▶ _Task statement_:
Except for the images, repeat the entries below word for word.

══ Exercise material

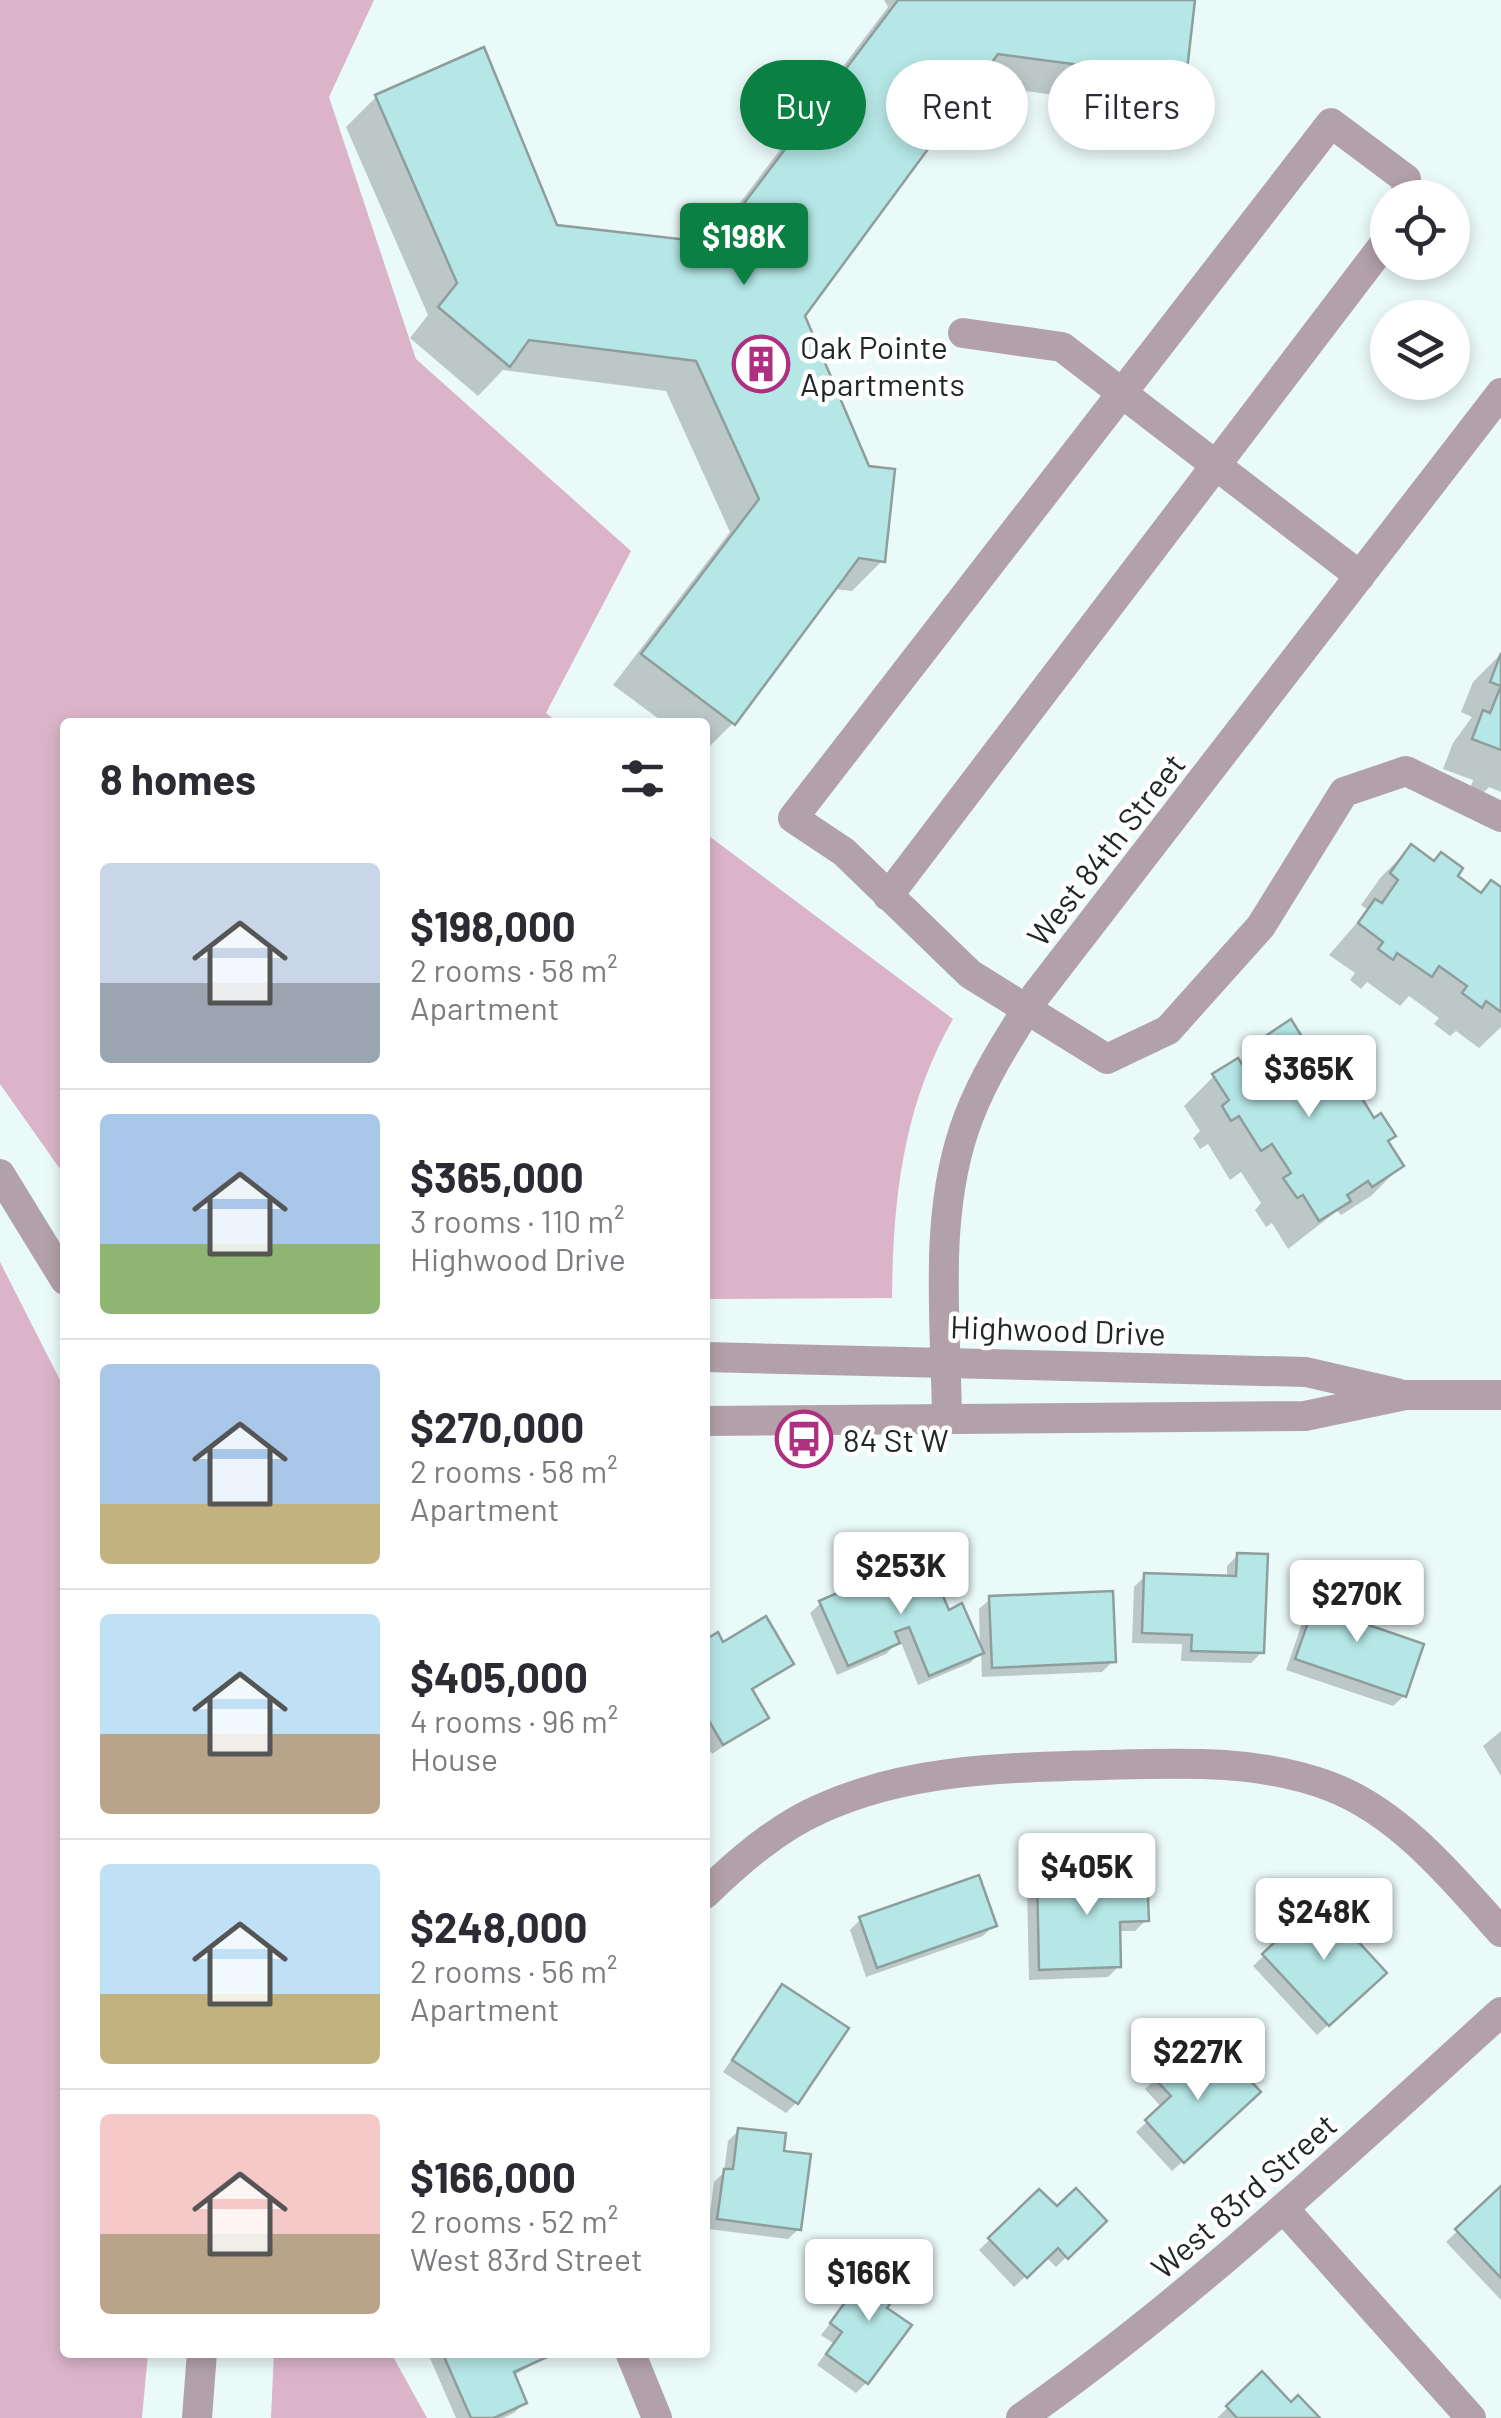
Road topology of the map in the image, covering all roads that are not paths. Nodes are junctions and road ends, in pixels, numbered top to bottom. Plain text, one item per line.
1 (1406, 180) edge
2 (1370, 263) edge
3 (963, 333) dead end
4 (1123, 393) junction
5 (1501, 393) edge
6 (1217, 464) junction
7 (1360, 576) junction
8 (1501, 817) edge
9 (888, 896) junction
10 (1028, 1008) junction
11 (0, 1174) edge
12 (60, 1272) edge
13 (710, 1357) edge
14 (946, 1360) junction
15 (1405, 1395) junction
16 (1501, 1395) edge
17 (947, 1420) junction
18 (710, 1421) edge
19 (710, 1889) edge
20 (1501, 1932) edge
21 (1501, 2012) edge
22 (1284, 2209) junction
23 (202, 2358) edge
24 (632, 2358) edge
25 (197, 2418) edge
26 (657, 2418) edge
27 (1021, 2418) edge
28 (1471, 2418) edge

1 - 4 street
2 - 6 street
3 - 4 street
4 - 6 street
4 - 9 street
5 - 7 street, West 84th Street
6 - 7 street
6 - 9 street
7 - 10 street, West 84th Street
8 - 10 street
9 - 10 street
10 - 14 street, West 84th Street
11 - 12 street
13 - 14 street, Highwood Drive
14 - 15 street, Highwood Drive
14 - 17 street, West 84th Street
15 - 16 street, Highwood Drive
15 - 17 street, Highwood Drive
17 - 18 street, Highwood Drive
19 - 20 street
21 - 22 street, West 83rd Street
22 - 27 street, West 83rd Street
22 - 28 street
23 - 25 street
24 - 26 street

════

▶ _Your solution_:
Road topology of the map in the image, covering all roads that are not paths. Nodes are junctions and road ends, in pixels, numbered top to bottom. Plain text, one item per line.
1 (1406, 180) edge
2 (1370, 263) edge
3 (963, 333) dead end
4 (1123, 393) junction
5 (1501, 393) edge
6 (1217, 464) junction
7 (1360, 576) junction
8 (1501, 817) edge
9 (888, 896) junction
10 (1028, 1008) junction
11 (0, 1174) edge
12 (60, 1272) edge
13 (710, 1357) edge
14 (946, 1360) junction
15 (1405, 1395) junction
16 (1501, 1395) edge
17 (947, 1420) junction
18 (710, 1421) edge
19 (710, 1889) edge
20 (1501, 1932) edge
21 (1501, 2012) edge
22 (1284, 2209) junction
23 (202, 2358) edge
24 (632, 2358) edge
25 (197, 2418) edge
26 (657, 2418) edge
27 (1021, 2418) edge
28 (1471, 2418) edge

1 - 4 street
2 - 6 street
3 - 4 street
4 - 6 street
4 - 9 street
5 - 7 street, West 84th Street
6 - 7 street
6 - 9 street
7 - 10 street, West 84th Street
8 - 10 street
9 - 10 street
10 - 14 street, West 84th Street
11 - 12 street
13 - 14 street, Highwood Drive
14 - 15 street, Highwood Drive
14 - 17 street, West 84th Street
15 - 16 street, Highwood Drive
15 - 17 street, Highwood Drive
17 - 18 street, Highwood Drive
19 - 20 street
21 - 22 street, West 83rd Street
22 - 27 street, West 83rd Street
22 - 28 street
23 - 25 street
24 - 26 street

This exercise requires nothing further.